Ph.D. student receives four grants to research journalism practices in Rwanda
Ruth Moon, a Ph.D. candidate in her fifth year as a UW Department of Communication student, has received four grants to aid her dissertation research.
“I aim to understand the ideas and practices journalists use to create a coherent occupation under various forms of political systems and technology access,” Moon said. “My primary field site will be Kigali, Rwanda, and I plan to spend time interviewing and observing journalists there to get a better sense of their routines and ideas.”
All four grants help Moon’s research in a unique way. Her research, concentrated around the work culture of journalists, aligns with the UW Harry Bridges Center for Labor Studies’ focus on labor and the social and political conditions of work.
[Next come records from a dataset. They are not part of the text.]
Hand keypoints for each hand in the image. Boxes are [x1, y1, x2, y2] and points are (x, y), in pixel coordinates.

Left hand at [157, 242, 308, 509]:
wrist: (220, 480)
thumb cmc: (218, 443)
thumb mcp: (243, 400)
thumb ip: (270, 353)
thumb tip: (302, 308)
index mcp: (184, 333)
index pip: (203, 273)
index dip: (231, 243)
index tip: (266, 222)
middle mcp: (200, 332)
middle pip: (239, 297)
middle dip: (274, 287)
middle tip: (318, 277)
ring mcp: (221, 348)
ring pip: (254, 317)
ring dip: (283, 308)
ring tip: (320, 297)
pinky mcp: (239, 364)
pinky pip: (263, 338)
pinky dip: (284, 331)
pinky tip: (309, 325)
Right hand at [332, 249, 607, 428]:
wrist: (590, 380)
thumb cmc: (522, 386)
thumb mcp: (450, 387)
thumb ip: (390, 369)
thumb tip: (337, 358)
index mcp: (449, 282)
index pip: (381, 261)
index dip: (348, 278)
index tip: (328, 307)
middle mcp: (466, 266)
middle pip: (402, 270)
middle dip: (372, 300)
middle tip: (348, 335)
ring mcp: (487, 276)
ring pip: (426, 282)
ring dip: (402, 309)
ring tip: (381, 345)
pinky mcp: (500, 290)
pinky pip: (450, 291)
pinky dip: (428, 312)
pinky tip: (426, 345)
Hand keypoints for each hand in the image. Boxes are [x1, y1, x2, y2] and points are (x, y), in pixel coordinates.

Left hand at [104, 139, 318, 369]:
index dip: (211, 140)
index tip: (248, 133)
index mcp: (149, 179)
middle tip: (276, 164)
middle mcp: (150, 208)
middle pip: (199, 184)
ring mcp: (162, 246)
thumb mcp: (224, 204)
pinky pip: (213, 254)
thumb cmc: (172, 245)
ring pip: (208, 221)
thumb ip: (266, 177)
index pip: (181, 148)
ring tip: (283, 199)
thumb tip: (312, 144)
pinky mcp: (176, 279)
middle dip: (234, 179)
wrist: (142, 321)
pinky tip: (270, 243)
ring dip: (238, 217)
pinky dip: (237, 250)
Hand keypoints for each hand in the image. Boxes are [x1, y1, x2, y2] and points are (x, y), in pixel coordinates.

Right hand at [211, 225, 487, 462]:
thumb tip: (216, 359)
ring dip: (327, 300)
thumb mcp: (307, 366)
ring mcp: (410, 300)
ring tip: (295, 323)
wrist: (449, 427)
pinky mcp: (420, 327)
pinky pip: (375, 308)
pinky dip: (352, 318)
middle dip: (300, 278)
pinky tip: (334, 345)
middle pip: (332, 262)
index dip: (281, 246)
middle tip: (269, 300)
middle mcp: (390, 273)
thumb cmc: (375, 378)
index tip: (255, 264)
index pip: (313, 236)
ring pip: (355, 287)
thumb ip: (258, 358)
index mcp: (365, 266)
The Center, established in 1992 on campus, gives grants to graduate students researching work, workers, and their organizations.
The Chester Fritz International Fellowship from the UW Graduate School will allow Moon to live and conduct research in Rwanda for a quarter, and the David L. Boren Graduate Fellowship (also from the UW Graduate School) will fund her to study Kinyarwanda, one of the main local languages, and conduct research for about three quarters.
“These grants will let me immerse myself in Rwandan journalism culture with an aim to understand how political and social elements impact the work journalists do,” she said.
Moon also has funding from the Peter Clarke and Susan Evans Graduate Research Fund through the UW Department of Communication, which she will use to interview journalists in several other countries to better understand how journalists work in different environments.
“I’m looking forward to having freedom and support to wrap up my studies at the UW with this exciting research project, and I’m eager to get to know this new culture,” Moon said. “One challenging aspect will be maintaining relationships long-distance while I am overseas, especially with my husband, who is an assistant professor here in Seattle. I suspect there is a lot of Skype and Google Hangout in my future.”
As for those who are looking to earn similar support for their research, Moon says, “Apply for a lot of things and hold those applications loosely, but be sure to celebrate when you get a success.” That’s the advice she received from her advisor Phil Howard, who told her to expect to receive about one grant for every 10 applications sent out. For Moon, the nine months of time and energy applying panned out and will help her complete exceptional and immersive research.